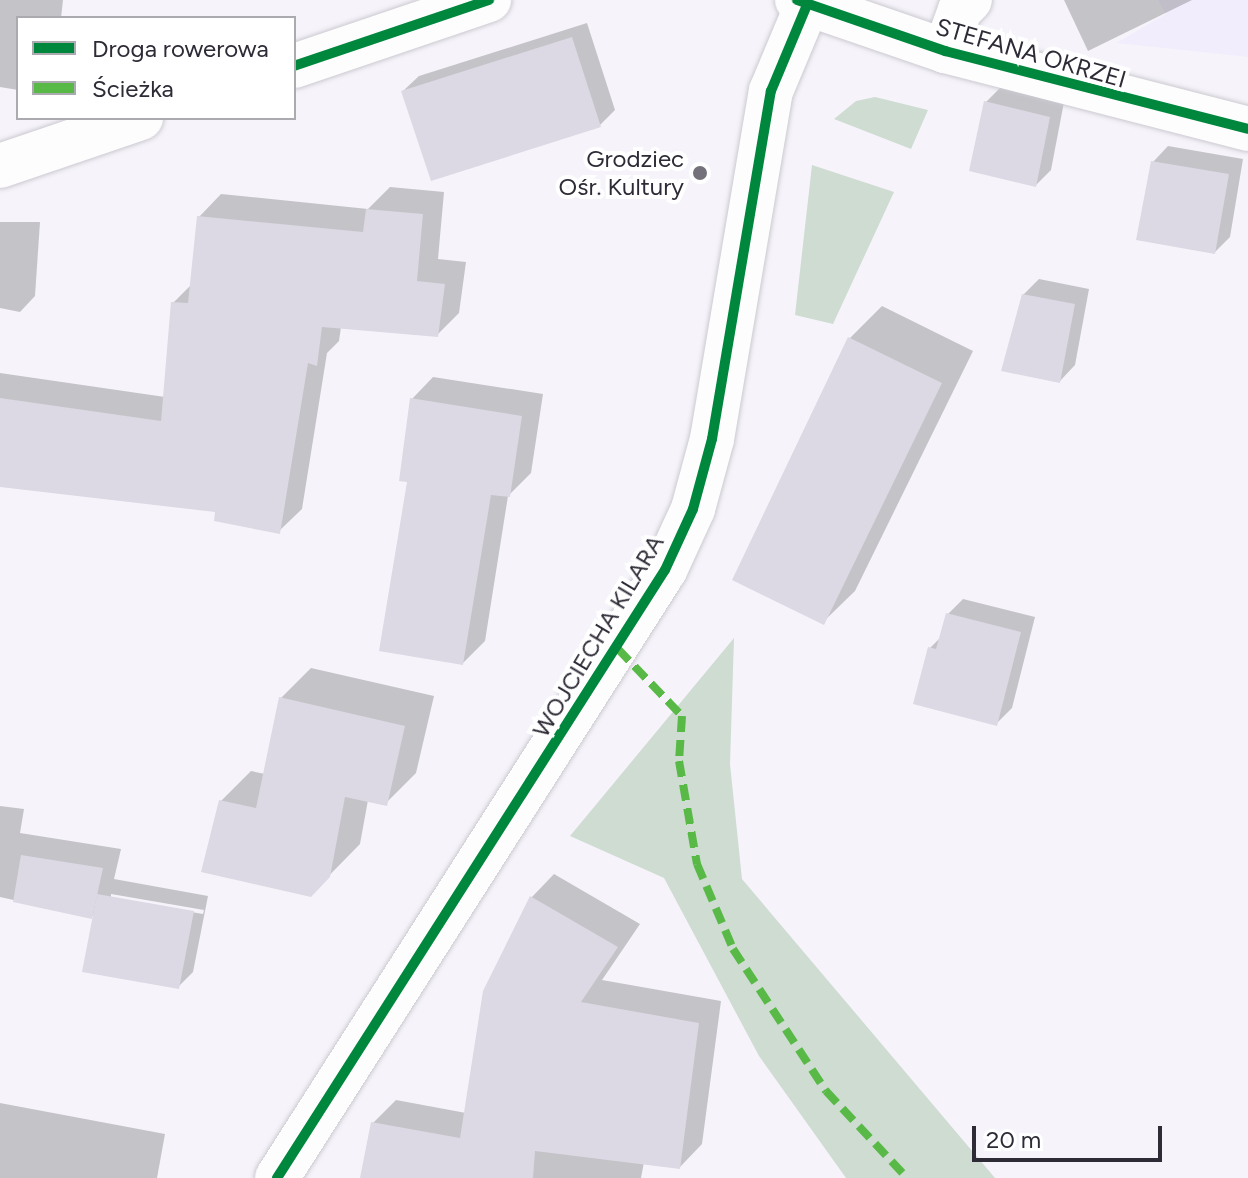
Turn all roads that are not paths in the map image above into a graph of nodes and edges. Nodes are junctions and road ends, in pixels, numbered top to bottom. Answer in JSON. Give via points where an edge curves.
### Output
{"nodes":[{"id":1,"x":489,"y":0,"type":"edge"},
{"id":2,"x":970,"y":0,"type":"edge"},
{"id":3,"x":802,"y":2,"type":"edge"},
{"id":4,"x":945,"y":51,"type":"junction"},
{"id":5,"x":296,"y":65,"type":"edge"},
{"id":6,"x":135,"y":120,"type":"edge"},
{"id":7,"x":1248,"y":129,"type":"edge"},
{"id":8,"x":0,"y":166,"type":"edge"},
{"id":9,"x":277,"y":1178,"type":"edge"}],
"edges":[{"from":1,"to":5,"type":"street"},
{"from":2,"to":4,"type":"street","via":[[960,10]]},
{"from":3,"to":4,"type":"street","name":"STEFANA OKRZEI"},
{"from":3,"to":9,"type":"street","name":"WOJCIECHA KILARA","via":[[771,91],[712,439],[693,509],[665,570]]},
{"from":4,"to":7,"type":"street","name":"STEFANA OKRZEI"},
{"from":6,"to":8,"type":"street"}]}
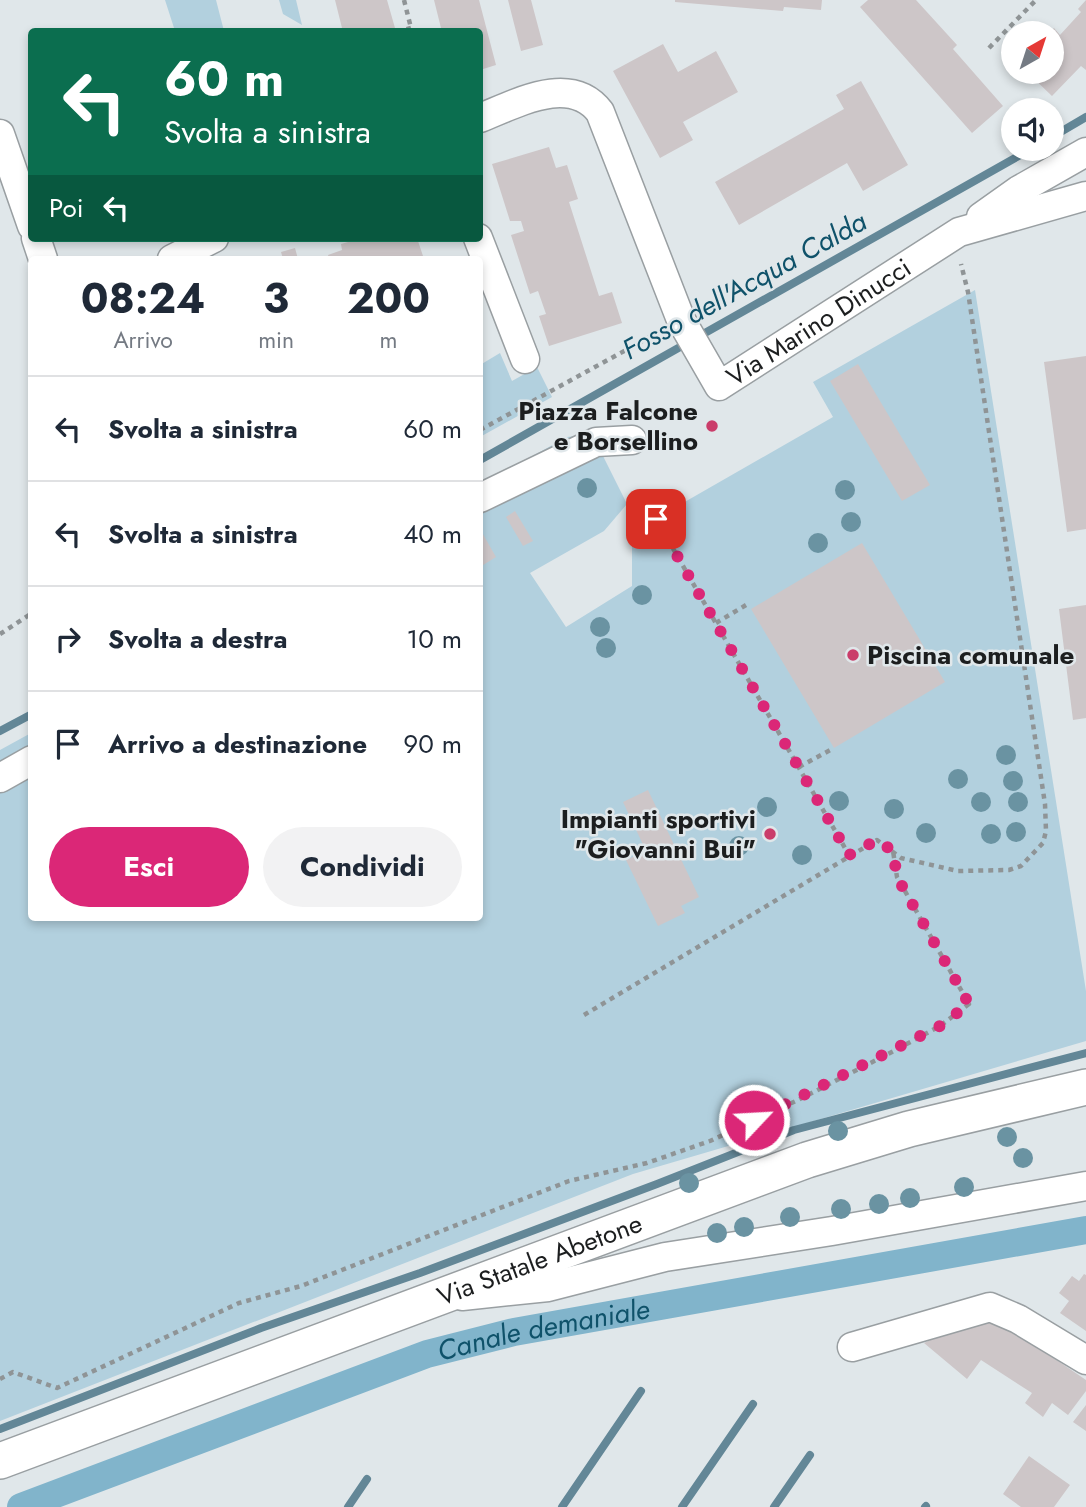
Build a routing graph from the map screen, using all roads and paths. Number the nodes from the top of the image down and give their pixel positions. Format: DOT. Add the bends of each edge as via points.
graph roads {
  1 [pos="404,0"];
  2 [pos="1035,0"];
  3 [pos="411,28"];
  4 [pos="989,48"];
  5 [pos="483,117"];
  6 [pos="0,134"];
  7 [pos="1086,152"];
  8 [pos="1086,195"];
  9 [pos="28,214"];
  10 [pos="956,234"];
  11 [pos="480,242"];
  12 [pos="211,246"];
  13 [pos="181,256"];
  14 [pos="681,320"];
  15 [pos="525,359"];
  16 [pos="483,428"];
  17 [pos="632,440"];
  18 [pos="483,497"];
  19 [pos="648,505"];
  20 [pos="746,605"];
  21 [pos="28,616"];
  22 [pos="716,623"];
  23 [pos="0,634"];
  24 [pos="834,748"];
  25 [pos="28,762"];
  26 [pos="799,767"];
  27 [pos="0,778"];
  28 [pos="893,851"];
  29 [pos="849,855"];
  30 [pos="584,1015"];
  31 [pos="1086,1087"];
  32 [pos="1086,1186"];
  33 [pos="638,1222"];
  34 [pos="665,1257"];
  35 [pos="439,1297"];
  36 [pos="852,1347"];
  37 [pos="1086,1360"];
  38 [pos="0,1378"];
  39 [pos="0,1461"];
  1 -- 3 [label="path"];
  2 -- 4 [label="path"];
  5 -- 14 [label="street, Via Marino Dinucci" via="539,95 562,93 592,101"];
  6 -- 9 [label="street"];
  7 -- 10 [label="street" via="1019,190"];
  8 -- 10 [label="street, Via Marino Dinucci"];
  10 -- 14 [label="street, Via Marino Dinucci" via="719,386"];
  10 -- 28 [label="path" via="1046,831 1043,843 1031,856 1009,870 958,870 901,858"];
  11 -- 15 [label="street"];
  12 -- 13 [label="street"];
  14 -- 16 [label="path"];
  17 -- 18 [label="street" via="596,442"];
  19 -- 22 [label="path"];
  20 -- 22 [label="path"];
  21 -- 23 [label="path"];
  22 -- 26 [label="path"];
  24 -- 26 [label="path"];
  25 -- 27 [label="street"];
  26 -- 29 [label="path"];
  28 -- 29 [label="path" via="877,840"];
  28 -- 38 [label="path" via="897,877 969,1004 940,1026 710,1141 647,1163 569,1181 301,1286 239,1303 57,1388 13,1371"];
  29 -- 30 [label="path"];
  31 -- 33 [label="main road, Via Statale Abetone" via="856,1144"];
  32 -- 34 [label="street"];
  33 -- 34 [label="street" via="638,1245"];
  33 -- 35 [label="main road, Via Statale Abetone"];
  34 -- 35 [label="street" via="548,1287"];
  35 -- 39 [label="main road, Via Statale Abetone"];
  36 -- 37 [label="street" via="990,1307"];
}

- _HOW TO COMPLETE THIS TASK_: Give all the entries again exactly, dropping each picture.

- _RESULT_:
Turn all roads that are not paths in the map image above into a graph of nodes and edges. Nodes are junctions and road ends, in pixels, numbered top to bottom. Answer in JSON. Give via points where an edge curves.
### Output
{"nodes":[{"id":1,"x":489,"y":0,"type":"edge"},
{"id":2,"x":970,"y":0,"type":"edge"},
{"id":3,"x":802,"y":2,"type":"edge"},
{"id":4,"x":945,"y":51,"type":"junction"},
{"id":5,"x":296,"y":65,"type":"edge"},
{"id":6,"x":135,"y":120,"type":"edge"},
{"id":7,"x":1248,"y":129,"type":"edge"},
{"id":8,"x":0,"y":166,"type":"edge"},
{"id":9,"x":277,"y":1178,"type":"edge"}],
"edges":[{"from":1,"to":5,"type":"street"},
{"from":2,"to":4,"type":"street","via":[[960,10]]},
{"from":3,"to":4,"type":"street","name":"STEFANA OKRZEI"},
{"from":3,"to":9,"type":"street","name":"WOJCIECHA KILARA","via":[[771,91],[712,439],[693,509],[665,570]]},
{"from":4,"to":7,"type":"street","name":"STEFANA OKRZEI"},
{"from":6,"to":8,"type":"street"}]}
Build a routing graph from the map screen, using all roads and paths. Number the nodes from the top of the image down and give their pixel positions. Format: DOT. Add the bends of each edge as via points.
graph roads {
  1 [pos="404,0"];
  2 [pos="1035,0"];
  3 [pos="411,28"];
  4 [pos="989,48"];
  5 [pos="483,117"];
  6 [pos="0,134"];
  7 [pos="1086,152"];
  8 [pos="1086,195"];
  9 [pos="28,214"];
  10 [pos="956,234"];
  11 [pos="480,242"];
  12 [pos="211,246"];
  13 [pos="181,256"];
  14 [pos="681,320"];
  15 [pos="525,359"];
  16 [pos="483,428"];
  17 [pos="632,440"];
  18 [pos="483,497"];
  19 [pos="648,505"];
  20 [pos="746,605"];
  21 [pos="28,616"];
  22 [pos="716,623"];
  23 [pos="0,634"];
  24 [pos="834,748"];
  25 [pos="28,762"];
  26 [pos="799,767"];
  27 [pos="0,778"];
  28 [pos="893,851"];
  29 [pos="849,855"];
  30 [pos="584,1015"];
  31 [pos="1086,1087"];
  32 [pos="1086,1186"];
  33 [pos="638,1222"];
  34 [pos="665,1257"];
  35 [pos="439,1297"];
  36 [pos="852,1347"];
  37 [pos="1086,1360"];
  38 [pos="0,1378"];
  39 [pos="0,1461"];
  1 -- 3 [label="path"];
  2 -- 4 [label="path"];
  5 -- 14 [label="street, Via Marino Dinucci" via="539,95 562,93 592,101"];
  6 -- 9 [label="street"];
  7 -- 10 [label="street" via="1019,190"];
  8 -- 10 [label="street, Via Marino Dinucci"];
  10 -- 14 [label="street, Via Marino Dinucci" via="719,386"];
  10 -- 28 [label="path" via="1046,831 1043,843 1031,856 1009,870 958,870 901,858"];
  11 -- 15 [label="street"];
  12 -- 13 [label="street"];
  14 -- 16 [label="path"];
  17 -- 18 [label="street" via="596,442"];
  19 -- 22 [label="path"];
  20 -- 22 [label="path"];
  21 -- 23 [label="path"];
  22 -- 26 [label="path"];
  24 -- 26 [label="path"];
  25 -- 27 [label="street"];
  26 -- 29 [label="path"];
  28 -- 29 [label="path" via="877,840"];
  28 -- 38 [label="path" via="897,877 969,1004 940,1026 710,1141 647,1163 569,1181 301,1286 239,1303 57,1388 13,1371"];
  29 -- 30 [label="path"];
  31 -- 33 [label="main road, Via Statale Abetone" via="856,1144"];
  32 -- 34 [label="street"];
  33 -- 34 [label="street" via="638,1245"];
  33 -- 35 [label="main road, Via Statale Abetone"];
  34 -- 35 [label="street" via="548,1287"];
  35 -- 39 [label="main road, Via Statale Abetone"];
  36 -- 37 [label="street" via="990,1307"];
}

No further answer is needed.